I don't know much about snowmobiles, but bike engines and transmissions are integrated into a single package, aren't they? Maybe not all, but I don't remember the engine and tranny being modular like a car's. But again, I don't do too much on bikes.

You have to ask Colin about that mode of transportation.
Snowmobile engines are very similar technology to modern bike engines, though not identical. They are stand-alone units with an output shaft and rely on the centrifugal clutch to engage and then its 1-speed driving the rubber track from there.

I believe the motorcycle bottom-end encased in the same 'block' as the transmission gearing.
complacent wrote:Every high performance (read: high output) bike motor lives and dies by a much more frequent service interval.
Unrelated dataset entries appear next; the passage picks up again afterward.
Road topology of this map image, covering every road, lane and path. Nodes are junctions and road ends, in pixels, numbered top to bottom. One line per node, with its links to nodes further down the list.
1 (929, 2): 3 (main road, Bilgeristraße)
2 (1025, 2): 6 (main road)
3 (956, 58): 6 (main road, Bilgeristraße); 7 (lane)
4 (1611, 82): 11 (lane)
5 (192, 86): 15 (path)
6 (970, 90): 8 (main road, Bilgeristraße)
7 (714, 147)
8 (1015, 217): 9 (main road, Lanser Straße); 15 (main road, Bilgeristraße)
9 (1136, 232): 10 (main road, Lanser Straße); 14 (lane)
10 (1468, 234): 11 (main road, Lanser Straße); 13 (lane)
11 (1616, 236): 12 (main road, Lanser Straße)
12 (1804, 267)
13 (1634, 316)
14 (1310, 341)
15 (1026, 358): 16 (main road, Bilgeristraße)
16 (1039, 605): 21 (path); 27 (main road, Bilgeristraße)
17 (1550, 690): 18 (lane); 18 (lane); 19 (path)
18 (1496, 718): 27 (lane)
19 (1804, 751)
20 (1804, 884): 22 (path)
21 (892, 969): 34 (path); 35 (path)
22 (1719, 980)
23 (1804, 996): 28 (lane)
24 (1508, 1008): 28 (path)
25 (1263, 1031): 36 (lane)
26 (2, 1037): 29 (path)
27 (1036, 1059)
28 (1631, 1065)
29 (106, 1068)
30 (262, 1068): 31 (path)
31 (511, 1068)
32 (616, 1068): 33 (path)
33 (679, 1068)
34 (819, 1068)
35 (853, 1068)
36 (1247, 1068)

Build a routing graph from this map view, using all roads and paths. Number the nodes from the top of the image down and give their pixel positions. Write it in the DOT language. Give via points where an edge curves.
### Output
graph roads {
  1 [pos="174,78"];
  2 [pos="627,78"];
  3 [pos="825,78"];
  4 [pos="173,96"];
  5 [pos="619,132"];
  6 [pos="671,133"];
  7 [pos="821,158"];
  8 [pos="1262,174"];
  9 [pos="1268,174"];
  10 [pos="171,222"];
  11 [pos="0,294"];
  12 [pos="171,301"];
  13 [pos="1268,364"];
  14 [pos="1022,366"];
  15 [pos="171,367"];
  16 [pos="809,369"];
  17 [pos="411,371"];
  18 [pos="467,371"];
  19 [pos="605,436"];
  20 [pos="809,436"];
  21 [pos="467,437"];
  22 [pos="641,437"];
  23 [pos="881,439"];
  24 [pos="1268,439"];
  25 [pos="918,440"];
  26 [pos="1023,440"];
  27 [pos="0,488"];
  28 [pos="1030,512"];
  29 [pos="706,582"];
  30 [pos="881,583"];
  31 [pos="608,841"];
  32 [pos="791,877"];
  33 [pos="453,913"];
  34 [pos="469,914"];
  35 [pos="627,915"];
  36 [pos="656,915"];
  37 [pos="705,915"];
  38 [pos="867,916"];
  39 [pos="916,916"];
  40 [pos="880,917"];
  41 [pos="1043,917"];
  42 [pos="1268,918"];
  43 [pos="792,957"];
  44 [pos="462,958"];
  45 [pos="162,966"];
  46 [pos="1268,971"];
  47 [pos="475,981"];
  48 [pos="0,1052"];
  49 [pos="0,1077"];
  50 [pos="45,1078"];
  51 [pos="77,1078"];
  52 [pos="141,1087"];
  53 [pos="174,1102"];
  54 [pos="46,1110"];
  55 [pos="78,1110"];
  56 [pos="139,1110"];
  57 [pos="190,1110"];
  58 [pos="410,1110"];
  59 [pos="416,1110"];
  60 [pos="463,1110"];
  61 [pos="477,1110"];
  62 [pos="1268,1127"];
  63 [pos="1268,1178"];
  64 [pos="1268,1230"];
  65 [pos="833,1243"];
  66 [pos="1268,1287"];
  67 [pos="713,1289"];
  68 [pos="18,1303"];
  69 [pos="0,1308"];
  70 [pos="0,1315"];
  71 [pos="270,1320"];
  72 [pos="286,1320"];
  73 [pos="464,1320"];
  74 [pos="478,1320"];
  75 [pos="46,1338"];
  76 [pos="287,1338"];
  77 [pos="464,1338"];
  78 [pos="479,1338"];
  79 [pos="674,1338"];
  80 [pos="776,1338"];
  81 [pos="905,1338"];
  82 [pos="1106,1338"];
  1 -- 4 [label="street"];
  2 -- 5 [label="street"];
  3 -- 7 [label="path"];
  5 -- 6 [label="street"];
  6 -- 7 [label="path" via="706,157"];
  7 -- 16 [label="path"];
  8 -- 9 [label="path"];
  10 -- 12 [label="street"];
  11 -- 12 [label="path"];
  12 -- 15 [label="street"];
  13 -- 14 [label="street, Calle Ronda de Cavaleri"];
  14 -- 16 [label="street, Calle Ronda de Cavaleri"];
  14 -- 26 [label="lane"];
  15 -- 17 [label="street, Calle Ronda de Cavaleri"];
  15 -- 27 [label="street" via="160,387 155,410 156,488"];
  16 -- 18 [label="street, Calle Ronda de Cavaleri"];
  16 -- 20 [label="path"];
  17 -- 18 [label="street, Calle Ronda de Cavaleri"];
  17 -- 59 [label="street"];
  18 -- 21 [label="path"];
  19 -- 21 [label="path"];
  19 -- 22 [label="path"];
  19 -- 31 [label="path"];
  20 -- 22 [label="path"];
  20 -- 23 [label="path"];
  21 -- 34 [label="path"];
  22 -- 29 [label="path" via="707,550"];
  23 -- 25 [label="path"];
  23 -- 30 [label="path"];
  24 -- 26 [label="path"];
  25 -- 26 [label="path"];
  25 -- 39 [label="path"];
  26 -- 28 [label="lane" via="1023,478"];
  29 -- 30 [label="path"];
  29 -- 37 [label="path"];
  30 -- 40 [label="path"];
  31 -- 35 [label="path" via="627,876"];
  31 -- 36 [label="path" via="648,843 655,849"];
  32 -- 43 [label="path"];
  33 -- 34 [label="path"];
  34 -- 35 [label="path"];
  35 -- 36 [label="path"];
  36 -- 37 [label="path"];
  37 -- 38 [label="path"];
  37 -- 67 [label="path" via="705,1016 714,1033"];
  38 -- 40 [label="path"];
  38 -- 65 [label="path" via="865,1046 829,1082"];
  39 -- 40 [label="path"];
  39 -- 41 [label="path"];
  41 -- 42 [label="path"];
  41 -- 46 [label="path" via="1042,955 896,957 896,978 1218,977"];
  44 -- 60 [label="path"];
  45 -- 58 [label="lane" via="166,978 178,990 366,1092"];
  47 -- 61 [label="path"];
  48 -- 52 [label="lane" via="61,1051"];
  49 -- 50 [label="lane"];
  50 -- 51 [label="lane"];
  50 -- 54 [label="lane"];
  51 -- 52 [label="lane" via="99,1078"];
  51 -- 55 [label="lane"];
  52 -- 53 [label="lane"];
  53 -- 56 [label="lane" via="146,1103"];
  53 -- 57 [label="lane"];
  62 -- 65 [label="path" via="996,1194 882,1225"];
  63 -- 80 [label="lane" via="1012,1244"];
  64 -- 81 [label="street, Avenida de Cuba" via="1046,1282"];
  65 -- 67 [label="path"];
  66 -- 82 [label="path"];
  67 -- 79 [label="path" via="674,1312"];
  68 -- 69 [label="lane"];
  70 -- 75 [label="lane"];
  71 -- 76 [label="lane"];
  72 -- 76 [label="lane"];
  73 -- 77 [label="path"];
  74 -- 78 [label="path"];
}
I don't see John Q. Public adhering to an maintenance schedule period.

Japan has already learned this. They build hondas for americans who feed it a steady diet of cheap gas, are either constantly lugging or redlining the motor, never change the plugs/filters and expect it to last to 100k and beyond.

Unfortunately, I haven't seen a four stroke motorcycle last anywhere near that long with the same abuse.
I certainly haven't seen a snowmobile go that long either. In both cases, they get the hell beat out of them for half the year and then sit for long periods. Nothing about the life of a small engine is easy.

But at least you don't have to worry about the chain/sprockets in a car. It is a shame that most Americans can't take care of their cars (or children, money, etc.) But if they can't adhere to a maintenance schedule, any turbocharged or Wankel-powered car is not for them.

If you did adhere to a schedule, could a 400hp blown-snow-blower push an Elise or MR2? Or will it just lug to death?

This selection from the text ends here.